WINNER OF THE INAUGURAL PALETTE POETRY CHAPBOOK PRIZE, SELECTED BY JUDGE CHEN CHEN
“To step into the gorgeous, dizzying cosmos of this chapbook is to declare “we’re raunchy, we’re righteous” to sing “we kissed, & for weeks nothing was my enemy,” and ultimately, to “invent a galaxy of sound.” – Chen Chen, final judge for Palette Chapbook Contest [winner of the Poulin Jr. Poetry Prize, Thom Gunn Award for Gay Poetry, who’s most recent collection was selected as a 2023 American Library Association Notable Book For Adults]
“These poems are excellent, lyrically athletic, brazenly honest, as sound as they are shattering…I found myself shouting or stunned silent after every poem.” – Danez Smith[winner of the Kate Tufts Discovery Award, finalist for the National Book Award and National Book Critics Circle Award]
“putting pressure on language like [Aiken] means to turn each word into coal & then burn it all down…there’s a phoenix rising from these ashes— & ready to fly.” – Evie Shockley [winner of Shelley Memorial Award and Lannan Poetry Prize, two-time finalist for the Pulitzer Prize in Poetry, who’s most recent collection was a finalist for the National Book Award in Poetry]

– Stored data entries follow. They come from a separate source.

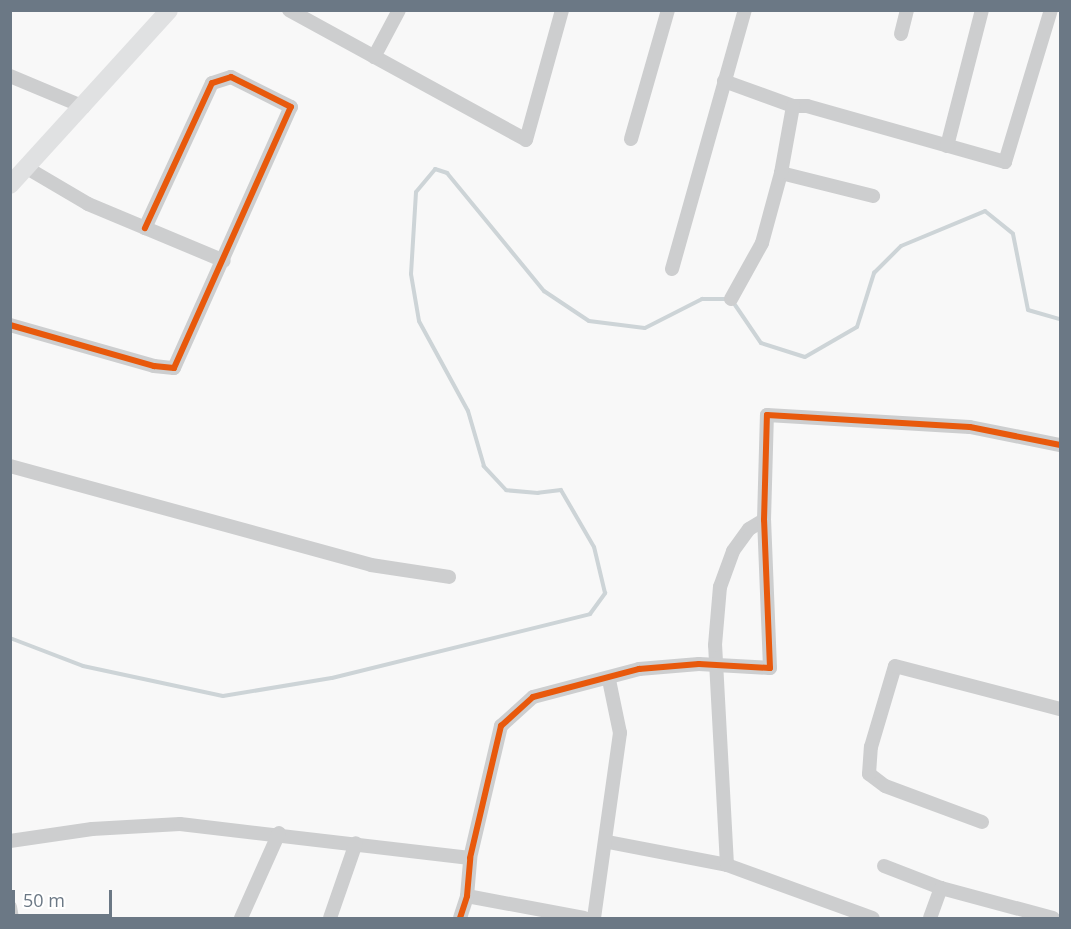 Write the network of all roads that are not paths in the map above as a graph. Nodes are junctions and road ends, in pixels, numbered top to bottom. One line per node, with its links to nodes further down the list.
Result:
1 (169, 10): 15 (street)
2 (399, 10): 11 (street)
3 (562, 10): 11 (street)
4 (668, 10): 16 (street)
5 (745, 10): 13 (street)
6 (907, 10): 10 (street)
7 (982, 10): 17 (street)
8 (1051, 10): 17 (street)
9 (298, 12): 11 (street)
10 (902, 34)
11 (374, 57)
12 (10, 76): 15 (street)
13 (724, 81): 14 (street); 23 (street)
14 (793, 106): 17 (street); 18 (street)
15 (84, 107): 19 (street)
16 (631, 139)
17 (947, 146)
18 (781, 172): 20 (street); 24 (street)
19 (16, 178): 21 (street)
20 (873, 196)
21 (146, 228): 22 (street); 22 (street)
22 (224, 261): 25 (street)
23 (672, 269)
24 (731, 299)
25 (10, 325)
26 (1060, 445): 28 (street)
27 (10, 466): 29 (street)
28 (764, 520): 30 (street); 30 (street)
29 (449, 577)
30 (716, 666): 31 (street); 39 (street)
31 (609, 680): 36 (street); 38 (street)
32 (1060, 709): 33 (street)
33 (982, 822)
34 (279, 833): 35 (street); 37 (street); 45 (street)
35 (10, 841)
36 (608, 842): 39 (street); 49 (street)
37 (356, 843): 38 (street); 46 (street)
38 (470, 858): 42 (street)
39 (727, 865): 50 (street)
40 (884, 866): 41 (street)
41 (941, 888): 51 (street); 52 (street)
42 (467, 896): 47 (street); 48 (street)
43 (10, 907): 44 (street)
44 (12, 918)
45 (241, 918)
46 (330, 918)
47 (460, 918)
48 (584, 918)
49 (594, 918)
50 (873, 918)
51 (930, 918)
52 (1053, 918) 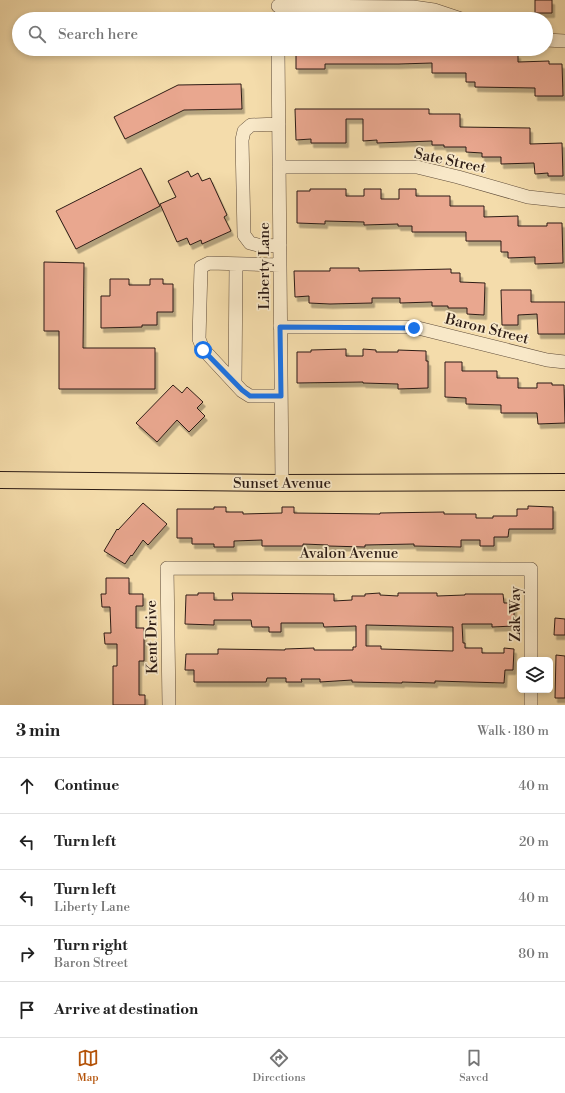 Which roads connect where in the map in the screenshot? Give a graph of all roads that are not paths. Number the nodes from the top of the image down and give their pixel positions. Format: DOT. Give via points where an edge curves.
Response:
graph roads {
  1 [pos="278,8"];
  2 [pos="440,12"];
  3 [pos="553,40"];
  4 [pos="565,41"];
  5 [pos="278,56"];
  6 [pos="279,124"];
  7 [pos="279,166"];
  8 [pos="565,200"];
  9 [pos="280,246"];
  10 [pos="236,264"];
  11 [pos="280,265"];
  12 [pos="280,327"];
  13 [pos="565,362"];
  14 [pos="235,383"];
  15 [pos="281,396"];
  16 [pos="0,480"];
  17 [pos="565,482"];
  18 [pos="282,483"];
  19 [pos="167,568"];
  20 [pos="531,569"];
  21 [pos="531,657"];
  22 [pos="531,693"];
  23 [pos="168,705"];
  24 [pos="531,705"];
  1 -- 2 [label="street" via="413,7"];
  3 -- 4 [label="street"];
  5 -- 6 [label="street, Liberty Lane"];
  6 -- 7 [label="street, Liberty Lane"];
  6 -- 9 [label="street" via="251,125 244,131 242,140 244,235 250,243"];
  7 -- 8 [label="street, Sate Street" via="417,167 528,197"];
  7 -- 9 [label="street, Liberty Lane"];
  9 -- 11 [label="street, Liberty Lane"];
  10 -- 11 [label="street"];
  10 -- 14 [label="street"];
  10 -- 14 [label="street" via="208,263 201,267 199,339 203,350"];
  11 -- 12 [label="street, Liberty Lane"];
  12 -- 13 [label="street, Baron Street" via="414,328 547,360"];
  12 -- 15 [label="street, Liberty Lane"];
  14 -- 15 [label="street" via="250,396"];
  15 -- 18 [label="street, Liberty Lane"];
  16 -- 18 [label="main road, Sunset Avenue"];
  17 -- 18 [label="main road, Sunset Avenue"];
  19 -- 20 [label="street, Avalon Avenue"];
  19 -- 23 [label="street, Kent Drive"];
  20 -- 21 [label="street, Zak Way"];
  22 -- 24 [label="street"];
} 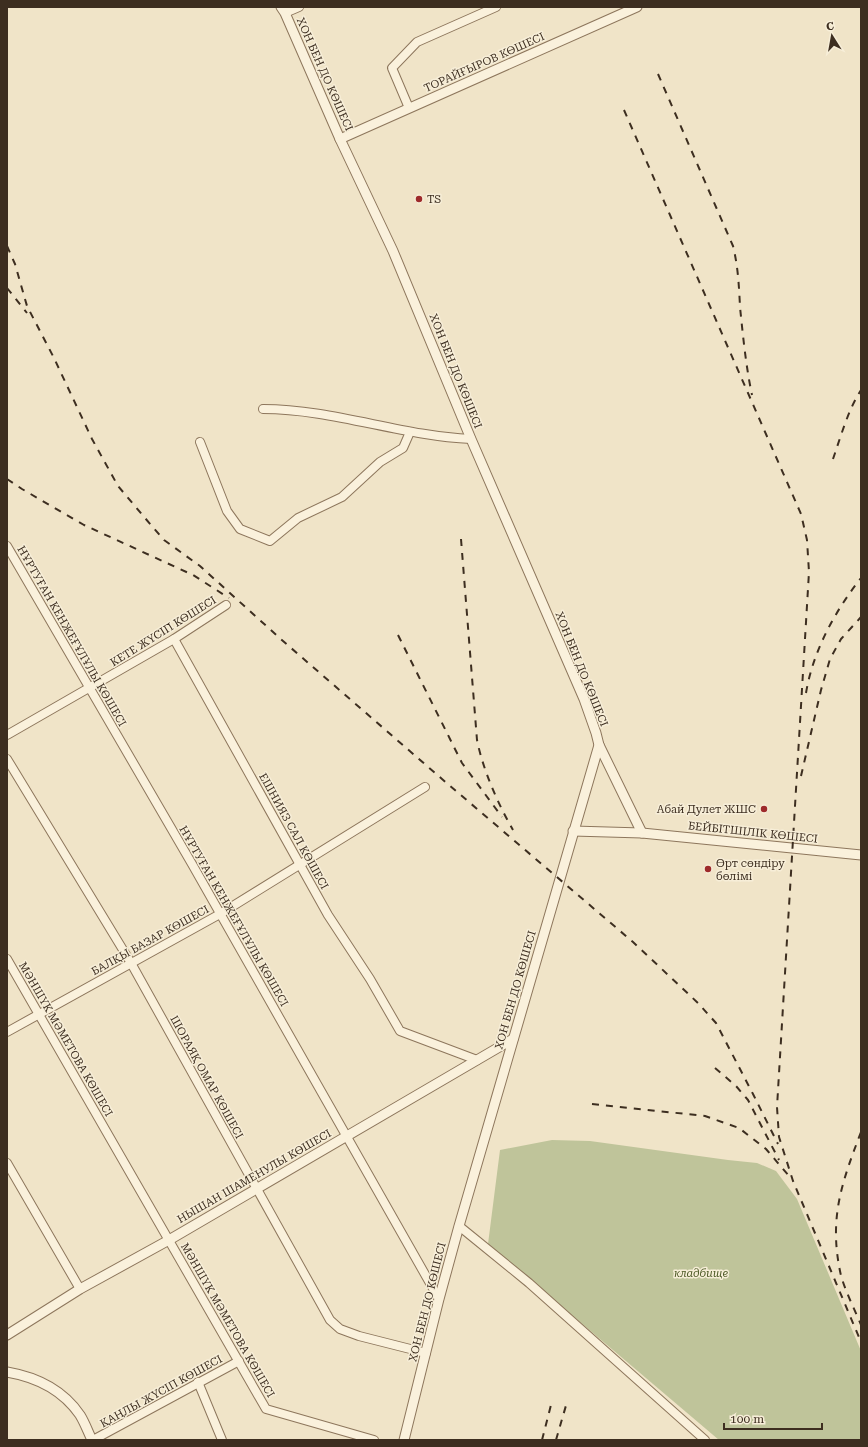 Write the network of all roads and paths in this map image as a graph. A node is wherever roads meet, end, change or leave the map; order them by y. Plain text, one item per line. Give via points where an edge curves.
1 (299, 7) edge
2 (496, 7) edge
3 (637, 7) edge
4 (283, 10) edge
5 (409, 108) junction
6 (340, 139) junction
7 (263, 409) dead end
8 (410, 432) junction
9 (471, 439) junction
10 (200, 442) dead end
11 (7, 546) edge
12 (226, 605) dead end
13 (174, 639) junction
14 (90, 688) junction
15 (7, 735) edge
16 (599, 745) junction
17 (7, 758) edge
18 (424, 787) dead end
19 (573, 831) junction
20 (642, 833) junction
21 (861, 855) edge
22 (300, 864) junction
23 (220, 914) junction
24 (7, 959) edge
25 (131, 963) junction
26 (39, 1014) junction
27 (7, 1032) edge
28 (513, 1039) junction
29 (477, 1060) junction
30 (347, 1136) junction
31 (7, 1163) edge
32 (257, 1188) junction
33 (459, 1226) junction
34 (169, 1240) junction
35 (80, 1289) junction
36 (439, 1299) junction
37 (7, 1335) edge
38 (426, 1353) junction
39 (239, 1361) junction
40 (7, 1372) edge
41 (198, 1382) junction
42 (93, 1440) edge
43 (222, 1440) edge
44 (374, 1440) edge
45 (404, 1440) edge
46 (705, 1440) edge

1 - 4 street
2 - 5 street via 417,42 392,68
3 - 5 street, ТОРАЙҒЫРОВ КӨШЕСІ
4 - 6 street, ХОН БЕН ДО КӨШЕСІ
5 - 6 street, ТОРАЙҒЫРОВ КӨШЕСІ
6 - 9 street, ХОН БЕН ДО КӨШЕСІ via 393,251
7 - 8 street via 287,409
8 - 9 street
8 - 10 street via 403,448 380,462 342,497 298,518 270,541 240,529 227,511
9 - 16 street, ХОН БЕН ДО КӨШЕСІ via 584,699
11 - 14 street, НҰРТУҒАН КЕНЖЕҒҰЛҰЛЫ КӨШЕСІ
12 - 13 street, КЕТЕ ЖҮСІП КӨШЕСІ
13 - 14 street, КЕТЕ ЖҮСІП КӨШЕСІ
13 - 22 street, ЕШНИЯЗ САЛ КӨШЕСІ
14 - 15 street, КЕТЕ ЖҮСІП КӨШЕСІ
14 - 23 street, НҰРТУҒАН КЕНЖЕҒҰЛҰЛЫ КӨШЕСІ
16 - 19 street, ХОН БЕН ДО КӨШЕСІ
16 - 20 street
17 - 25 street, ШОРАЯҚ ОМАР КӨШЕСІ
18 - 22 street, БАЛҚЫ БАЗАР КӨШЕСІ
19 - 20 street, БЕЙБІТШІЛІК КӨШЕСІ
19 - 28 street, ХОН БЕН ДО КӨШЕСІ
20 - 21 street, БЕЙБІТШІЛІК КӨШЕСІ
22 - 23 street, БАЛҚЫ БАЗАР КӨШЕСІ
22 - 29 street, ЕШНИЯЗ САЛ КӨШЕСІ via 328,915 400,1031
23 - 25 street, БАЛҚЫ БАЗАР КӨШЕСІ
23 - 30 street, НҰРТУҒАН КЕНЖЕҒҰЛҰЛЫ КӨШЕСІ
24 - 26 street, МӘНШҮК МӘМЕТОВА КӨШЕСІ
25 - 26 street, БАЛҚЫ БАЗАР КӨШЕСІ
25 - 32 street, ШОРАЯҚ ОМАР КӨШЕСІ
26 - 27 street, БАЛҚЫ БАЗАР КӨШЕСІ
26 - 34 street, МӘНШҮК МӘМЕТОВА КӨШЕСІ
28 - 29 street, НЫШАН ШАМЕНУЛЫ КӨШЕСІ
28 - 33 street, ХОН БЕН ДО КӨШЕСІ
29 - 30 street, НЫШАН ШАМЕНУЛЫ КӨШЕСІ
30 - 32 street, НЫШАН ШАМЕНУЛЫ КӨШЕСІ
30 - 36 street, НҰРТУҒАН КЕНЖЕҒҰЛҰЛЫ КӨШЕСІ
31 - 35 street
32 - 34 street, НЫШАН ШАМЕНУЛЫ КӨШЕСІ
32 - 38 street, ШОРАЯҚ ОМАР КӨШЕСІ via 330,1320 340,1329 359,1336
33 - 36 street, ХОН БЕН ДО КӨШЕСІ
33 - 46 street via 529,1283
34 - 35 street, НЫШАН ШАМЕНУЛЫ КӨШЕСІ
34 - 39 street, МӘНШҮК МӘМЕТОВА КӨШЕСІ
35 - 37 street, НЫШАН ШАМЕНУЛЫ КӨШЕСІ
36 - 38 street, ХОН БЕН ДО КӨШЕСІ
38 - 45 street, ХОН БЕН ДО КӨШЕСІ
39 - 41 street, ҚАҢЛЫ ЖҮСІП КӨШЕСІ
39 - 44 street, МӘНШҮК МӘМЕТОВА КӨШЕСІ via 266,1409
40 - 42 street via 39,1381 54,1389 69,1401
41 - 42 street, ҚАҢЛЫ ЖҮСІП КӨШЕСІ
41 - 43 street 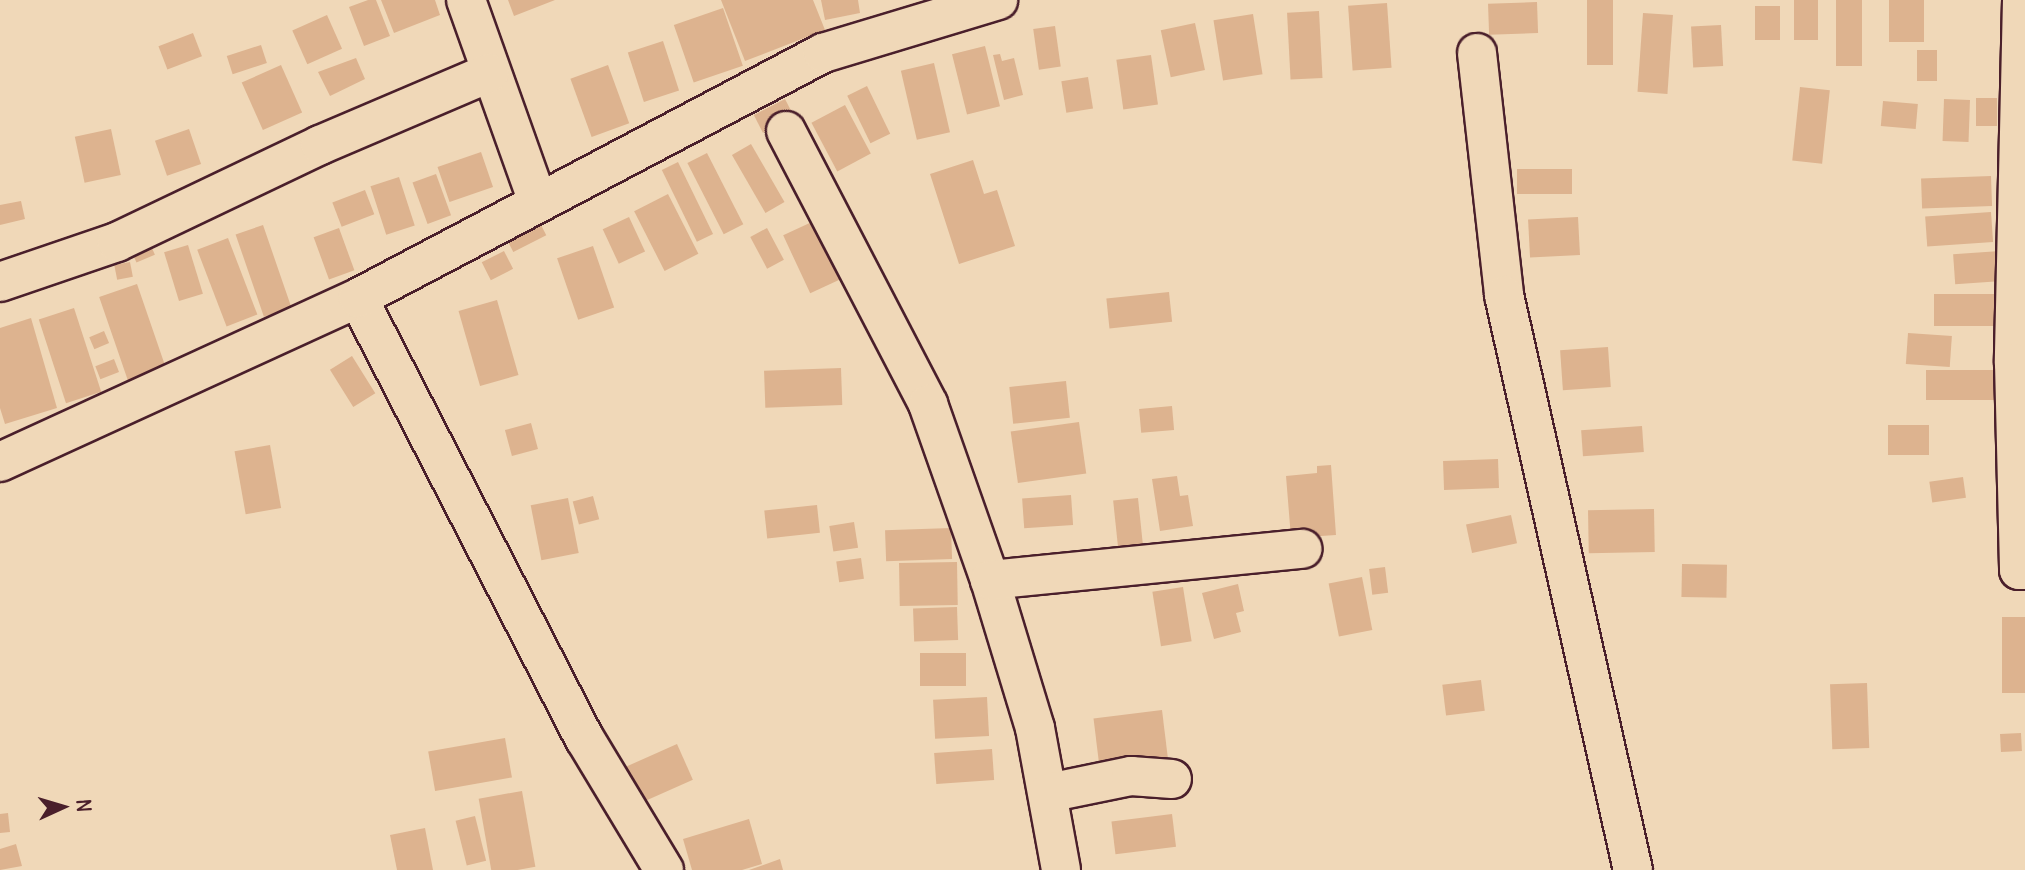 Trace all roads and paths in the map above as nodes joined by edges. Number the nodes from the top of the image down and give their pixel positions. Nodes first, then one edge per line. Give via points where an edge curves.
1 (466, 0) edge
2 (998, 0) edge
3 (2022, 0) edge
4 (1477, 53) dead end
5 (489, 73) junction
6 (786, 131) dead end
7 (538, 202) junction
8 (0, 282) edge
9 (358, 299) junction
10 (0, 462) edge
11 (1302, 549) dead end
12 (2025, 570) edge
13 (990, 580) junction
14 (1172, 779) dead end
15 (1048, 793) junction
16 (664, 870) edge
17 (1061, 870) edge
18 (1633, 870) edge

1 - 5 street
2 - 7 street via 823,53
3 - 12 street via 2014,363 2019,570
4 - 18 street via 1504,296
5 - 7 street
5 - 8 street via 308,151 117,242
6 - 13 street via 928,404
7 - 9 street
9 - 10 street
9 - 16 street via 585,739
11 - 13 street
13 - 15 street via 1035,727
14 - 15 street via 1131,776
15 - 17 street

From Palette Poetry, to be in & ofis the debut chapbook of poet, anti-carceral advocate, and black studies scholar Joshua Aiken. Diving into the perils and contradictions of how black life is grieved in America, Aiken presses on the narratives of what it means to mourn, inherit, and belong. A meditation on family, loneliness, depression, and survivor’s guilt, these poems break open new ways of living within loss and interrogating: “So who is all this healing really for?” With a sense of queer fury and alienation from the world as it is, to be in & ofgives voice to speakers concerned with the ‘costs’ of ‘getting better’, the meaning of freedom, and the politics of how we stay alive. In the words of Contest Judge Chen Chen, to be in & of is a “collection full of wondering and wonderment” and “a constellation of poems spilling over with the vast aches of a heart so attuned to life, loss, and more life.” With poems written after poets like Essex Hemphill and Richard Siken, and for figures like the Godfather of House Music, DJ Frankie Knuckles, Aiken’s language bubbles over with the prospect of more life: the uncertainty, the unpromised, the shadows and ghosts, and the fierce joys, pleasures, and spaces that remind one of all that’s left unexplored. This debut invites its reader to be thoroughly entangled with the dead and the living; to delight in the messy process of belonging and becoming, and to experience the beauty of worlds one might someday know.